Auf den Büfett-Tischen, die jetzt von zwei Mitarbeitern aufgebaut wurden, sah Lea unter anderem auch jede Menge mallorquinische Spezialitäten zum Frühstück, wie mit Pudding gefüllte Teigtaschen, Brötchen aus Kartoffelteig oder das typische mallorquinische Ensaïmada , eine süße, mit Puderzucker bestreute Hefeschnecke.

»Na, Lust auf etwas Leckeres?«, fragte sie die verfilzte Promenadenmischung.

Lea machte einen Stopp unter dem Palmendach der Fruchtsaftbar, stützte sich kurz auf den Knien ab und atmete tief durch. Dann zapfte sie sich ein Glas frisch gepressten Orangensaft und trank gierig, um den galligen Geschmack im Mund loszuwerden. Dem Hund warf sie ein Stück gebratenen Speck zu.

»Guten Morgen, Frau Fuchs«, sagte eine Dame hinter ihr.

Lea fuhr herum. Zum Glück war es nur Mercedes von der Rezeption, die soeben ein paar Reserviert-Schilder auf einige Tische stellte. »Belästigt Sie der Hund?«

»Nein, im Gegenteil – wir haben uns angefreundet. Er ist mir von draußen …«

»Ich weiß, Diego ist öfters hier. Er ist ein Streuner. Ich kümmere mich später um ihn.« Mercedes hielt inne und wandte sich ihr zu. »Wollten Sie nicht heute gleich in der Früh nach Palma fahren?«

»Eigentlich ja, aber ich …« Lea hielt inne und verwarf die spontane Ausrede, die ihr als Erstes in den Sinn gekommen war, dass sie verschlafen hatte. Unwahrscheinlich, wo sie offensichtlich gerade vom Joggen kam. Da sah sie das Plakat von Paculas Workshop direkt neben der Getränkebar, und ihr fiel etwas Besseres ein. »Ich verschiebe den Ausflug auf morgen«, sagte sie stattdessen. »Heute ist doch dieser Mentalcoaching-Kurs über Reichtum und Glück.« Der Hund rieb seinen Kopf an ihrem Bein.

»Richtig, daran wollten Sie ja teilnehmen. Er beginnt um elf.« Mercedes blickte auf die Uhr. »Da haben Sie noch genug Zeit.«

»Und wie lange dauert der Workshop?«

»Bis zum späten Nachmittag. Ist ziemlich intensiv, habe ich gehört.« Mercedes lächelte und warf dem Hund einen kurzen Blick zu. »Soll ich Sie anmelden?«

»Also …« Lea zögerte.

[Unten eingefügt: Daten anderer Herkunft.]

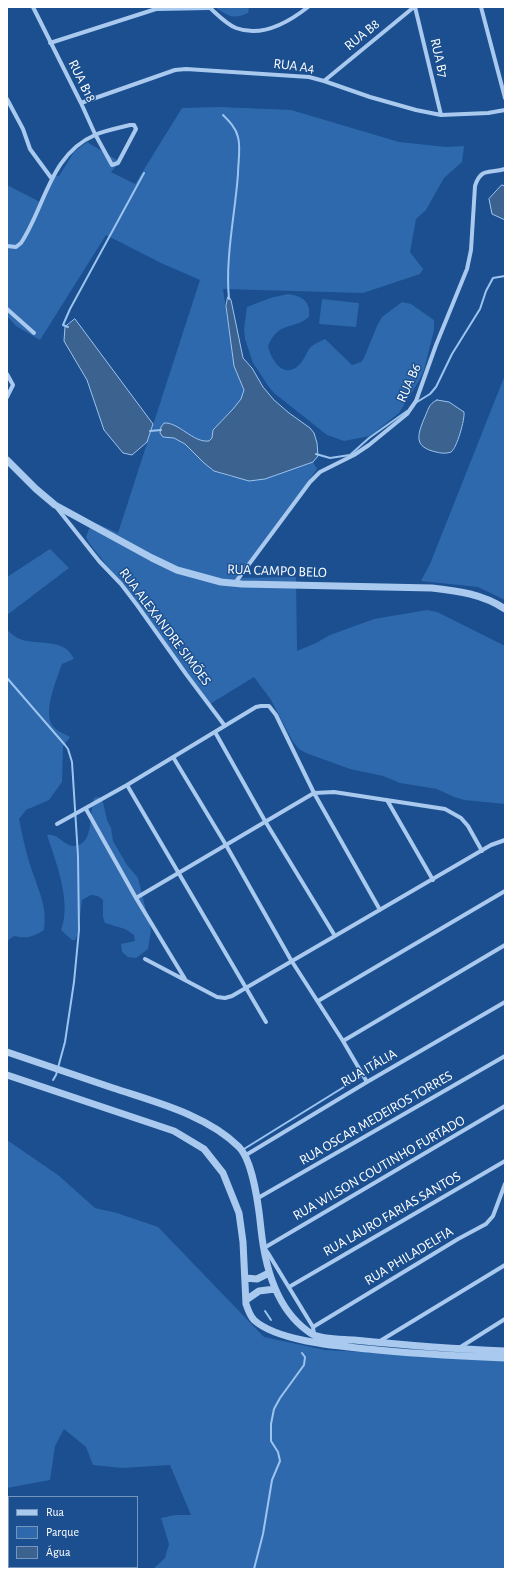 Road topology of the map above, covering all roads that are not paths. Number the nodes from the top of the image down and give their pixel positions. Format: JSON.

Bis zum späten Nachmittag? So ein Mist! Eigentlich hatte sie nicht vorgehabt, sich einen ganzen Tag lang in einen Seminarraum zu hocken. Andererseits wäre das eine gute Gelegenheit zu erfahren, was Vicky und Gernot von Pacula gewollt hatten.

Jetzt zier dich nicht so! Nimm daran teil , drängte nun auch Camilla. Was kann dir Besseres passieren, als dass dich viele Menschen sehen, denen du erzählst, dass du für morgen einen Ausflug nach Palma planst?

Stimmt. Außerdem konnten hier sämtliche Teilnehmer »Vicky« noch einmal zu Gesicht bekommen, bevor sie spurlos verschwinden würde.

»Ja, bitte«, sagte sie schließlich. »Melden Sie mich an.« Dann warf sie Diego ein weiteres Stück Speck zu, das er in der Luft fing.